Затем обратился к присутствовавшему лагерному начальству: «Прошу сделать так, чтобы этот человек имел нормальные, сносные условия, он нам будет очень нужен. Надеюсь на Вас», — и протянул мне руку на прощанье.
Василий Андреевич Сапрыкин был в 1933–35 годах главным инженером строительства Магнитогорского комбината, являлся членом бюро инженерно-технической секции и, когда открылся Дом и. т. р., то был первым председателем его правления, с 1934 г. им стал я.
Вечером, лежа на нарах, перебирал в памяти события этого дня и незабываемые прошлые дни и годы работы на Магнитке. Такие минуты, как-то скрадывали горькую действительность и хотелось превращать их в часы. А в это время внизу, напротив, на нижних нарах, происходила одна из типичных лагерных «представлений».
Двое воров тихонько сели на нары с разных сторон спящего, тяжелым сном одного из прибывшей четверки норильцев. Их еще не успели раздеть. У спящего на ногах — добротные ботинки на шнурках. Оба вора одновременно тихонько, осторожно начали развязывать шнурки. Я сначала не понял, что они там делают, но когда догадался и хотел прикрикнуть на них, они как по команде, оба вскочили и одновременно сдернули башмаки и быстро убежали.
Норилец, конечно, проснулся. Был ошеломлен — на ногах не было ботинок. «Вот черт! — вскрикнул он, — в чем я завтра пойду на работу?». Искать ботинки было бесполезно. Он пошел и заявил об этом дежурному по лагерю. Утром ему выдали бахилы вместо ботинок.
Но и с этим лагерем неожиданно пришлось расстаться. В конце февраля вновь этап. Опять повторение прежних этапных процедур. Собаки, конвой, шаг вправо или влево считается побегом, стреляем без предупреждения. Стук деревянных колотушек по дну и боков вагона и неизвестность — куда, почему, зачем?

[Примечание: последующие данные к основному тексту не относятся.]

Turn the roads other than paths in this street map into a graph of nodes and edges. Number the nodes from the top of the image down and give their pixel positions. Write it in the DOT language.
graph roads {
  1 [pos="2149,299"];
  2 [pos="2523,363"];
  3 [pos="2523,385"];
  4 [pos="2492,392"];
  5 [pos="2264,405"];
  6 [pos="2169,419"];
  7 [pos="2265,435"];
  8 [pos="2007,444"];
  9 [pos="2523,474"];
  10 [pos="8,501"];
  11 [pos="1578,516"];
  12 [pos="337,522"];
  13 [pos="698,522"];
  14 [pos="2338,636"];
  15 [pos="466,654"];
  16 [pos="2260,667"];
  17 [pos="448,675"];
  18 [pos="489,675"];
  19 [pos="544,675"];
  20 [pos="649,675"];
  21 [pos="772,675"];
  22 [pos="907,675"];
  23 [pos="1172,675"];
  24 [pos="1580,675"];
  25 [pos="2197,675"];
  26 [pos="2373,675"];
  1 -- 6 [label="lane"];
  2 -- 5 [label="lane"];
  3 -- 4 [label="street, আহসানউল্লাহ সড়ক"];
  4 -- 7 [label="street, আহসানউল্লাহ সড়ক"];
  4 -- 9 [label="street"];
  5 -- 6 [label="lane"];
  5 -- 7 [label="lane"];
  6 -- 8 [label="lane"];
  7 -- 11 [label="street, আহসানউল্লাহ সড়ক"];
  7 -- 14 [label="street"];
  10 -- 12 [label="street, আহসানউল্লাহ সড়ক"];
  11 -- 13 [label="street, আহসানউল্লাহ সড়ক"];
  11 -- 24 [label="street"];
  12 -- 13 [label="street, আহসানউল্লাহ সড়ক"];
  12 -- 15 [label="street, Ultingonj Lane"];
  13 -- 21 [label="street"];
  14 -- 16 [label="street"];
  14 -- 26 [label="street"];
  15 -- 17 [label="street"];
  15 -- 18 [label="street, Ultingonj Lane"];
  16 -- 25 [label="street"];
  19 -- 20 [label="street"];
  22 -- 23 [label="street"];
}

Едем почти двое суток. Больше стоим, где — неизвестно. На третий день утром заглянув в окошечко увидел несметное количество дымящих труб. Оказалось — прибыли в Магнитогорск. Вот это да! Я в Магнитке, но в качестве преступника, врага народа — контрреволюционера!
Магнитка
Итак, я второй раз в своей жизни в Магнитке. Первый раз 1930–36 года, второй — 1942, но до каких или какого года. Вопрос? Пешечком шли на правый берег, вернее, вели. После двух шестиэтажных домов вышли на пустое пространство, где вдали виднелся забор с колючей проволокой на нем. Это был филиал ИТК на правом берегу. Короче говоря, я оказался в Магнитогорской ИТК.
Когда мы перешагнули вахту, то обратили внимание сразу на чистоту плаца и длинные, широкие каменные бараки, видно побеленные осенью. Таких бараков было три. Разбили по бригадам. Назначили бригадиров, после этого развели по баракам, причем всех разместили в 1,5 бараках.
Это были светлые, теплые помещения, оборудованные двухярусными железными, с сетками, кроватями, на них нормальные матрацы, простыни, наволочки и одеяла, все равно как в солдатских казармах. Было предложено не садиться на кровати и не ложиться днем, во всяком случае, до пропуска через баню и вещей через вошебойку. Действительно нас, вновь прибывших, через час отправили в баню, находившуюся где-то в черте жилых домов правого берега.
Особенностью этой колонии было и то, что она была смешанной, т. е. в ней отбывали наказание не только мужчины, но и женщины, причем без всяких зон, просто женщины занимали одну половину барака, причем не огороженную. Они также, как и мужчины были разбиты по бригадам.
Меня опять назначили бригадиром, а в бригаду ко мне попали здоровые, сильные люди, из которых хорошо помню Кораблева — краснодеревщика, художника — татарина Хайфутдинова, крепкого мужичка Никушина — специалиста по изготовлению саней, колес, бочек, художника Арсеньева, крепыша Митю Немцева, еще одного столяра — Солдатова и молодого поляка Новицкого, способного к резьбе, как по дереву, так и по другим материалам. Таким образом, бригада представляла из себя конгломерат профессий различных направлений, но физически крепких людей, а главное, умевших рассуждать и мыслить аналитически.
Второй день нас на работу не вывели, дали отдохнуть после теплушки. Начальник правобережного участка ИТК производил впечатление штатского, а не военного работника, тем более нкэвэдиста. В этот день прошли медицинский осмотр. Комиссия устанавливала категорию труда. Я решил о своей застарелой болезни не говорить и получил первую категорию.
На третий день бригаду вывели на работу. Нас принял конвоир в возрасте около пятидесяти лет, с одной укороченной ногой — результат ранения в гражданскую войну, в связи с чем на фронт не попал, а был мобилизован для несения внутренней службы. Член партии с 1917 года. Это был интересный человек.